**TASK PROMPT:** Starting at the top line and ending at the bottom one, repeat the entries exactly and drop every picture.
# # # # #
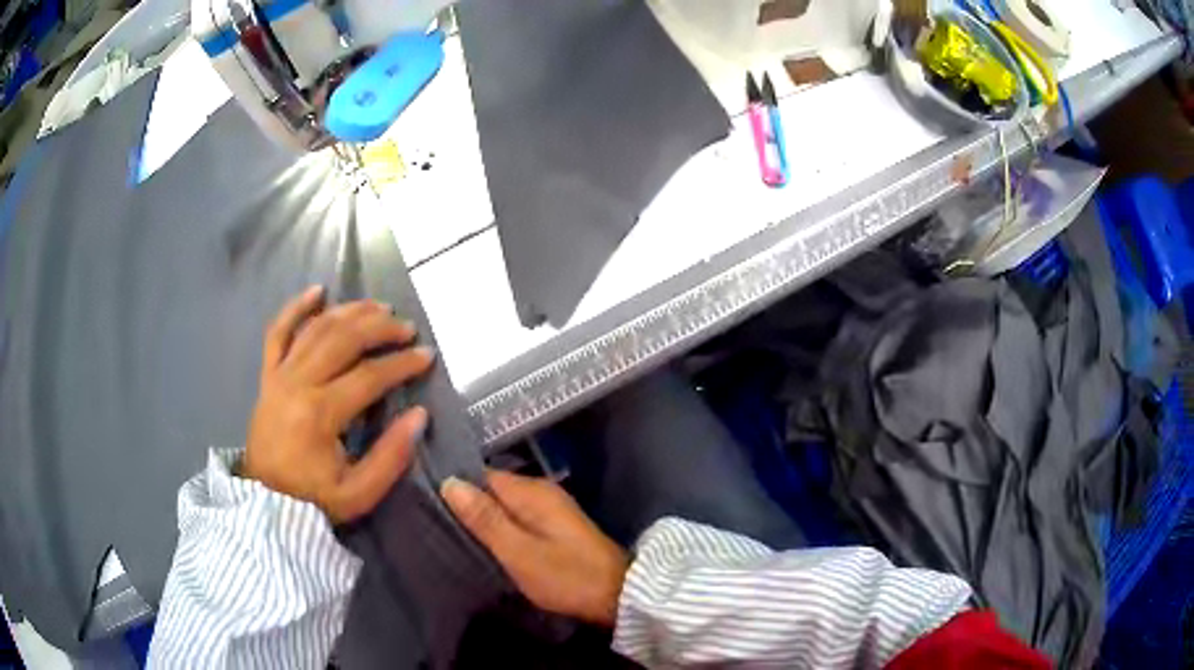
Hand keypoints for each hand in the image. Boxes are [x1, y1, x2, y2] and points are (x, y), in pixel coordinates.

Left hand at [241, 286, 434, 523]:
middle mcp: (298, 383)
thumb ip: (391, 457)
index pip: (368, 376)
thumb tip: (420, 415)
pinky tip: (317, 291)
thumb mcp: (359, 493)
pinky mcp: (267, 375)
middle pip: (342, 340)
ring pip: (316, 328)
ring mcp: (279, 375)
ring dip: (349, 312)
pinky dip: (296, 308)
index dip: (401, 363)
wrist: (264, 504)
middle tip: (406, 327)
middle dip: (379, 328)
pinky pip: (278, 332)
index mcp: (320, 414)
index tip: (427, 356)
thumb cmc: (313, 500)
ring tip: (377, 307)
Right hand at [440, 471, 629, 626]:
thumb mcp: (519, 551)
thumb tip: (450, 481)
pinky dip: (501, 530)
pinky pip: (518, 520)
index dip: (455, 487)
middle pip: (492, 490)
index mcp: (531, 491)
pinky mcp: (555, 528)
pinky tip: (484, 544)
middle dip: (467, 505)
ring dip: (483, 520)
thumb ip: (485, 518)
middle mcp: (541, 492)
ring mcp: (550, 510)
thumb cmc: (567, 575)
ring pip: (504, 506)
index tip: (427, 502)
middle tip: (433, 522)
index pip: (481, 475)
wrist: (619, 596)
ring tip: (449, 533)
# # # # #
**EXERCISE ANSWER:**
Hand keypoints for each hand in the image. Boxes are [x1, y1, x2, y2] and points are (x, y), in pixel coordinates.

Left hand at [241, 286, 434, 523]:
middle mcp: (298, 383)
thumb ip: (391, 457)
index pip: (368, 376)
thumb tip: (420, 415)
pinky tip: (317, 291)
thumb mcp: (359, 493)
pinky mcp: (267, 375)
middle pip: (342, 340)
ring pip: (316, 328)
ring mcp: (279, 375)
ring dip: (349, 312)
pinky dip: (296, 308)
index dip: (401, 363)
wrist: (264, 504)
middle tip: (406, 327)
middle dip: (379, 328)
pinky pip: (278, 332)
index mcp: (320, 414)
index tip: (427, 356)
thumb cmc: (313, 500)
ring tip: (377, 307)
Right hand at [440, 471, 629, 626]:
thumb mcp: (519, 551)
thumb tip: (450, 481)
pinky dip: (501, 530)
pinky pip: (518, 520)
index dip: (455, 487)
middle pip: (492, 490)
index mcp: (531, 491)
pinky mcp: (555, 528)
pinky tip: (484, 544)
middle dip: (467, 505)
ring dip: (483, 520)
thumb ip: (485, 518)
middle mcp: (541, 492)
ring mcp: (550, 510)
thumb cmc: (567, 575)
ring pip: (504, 506)
index tip: (427, 502)
middle tip: (433, 522)
index pip: (481, 475)
wrist: (619, 596)
ring tip: (449, 533)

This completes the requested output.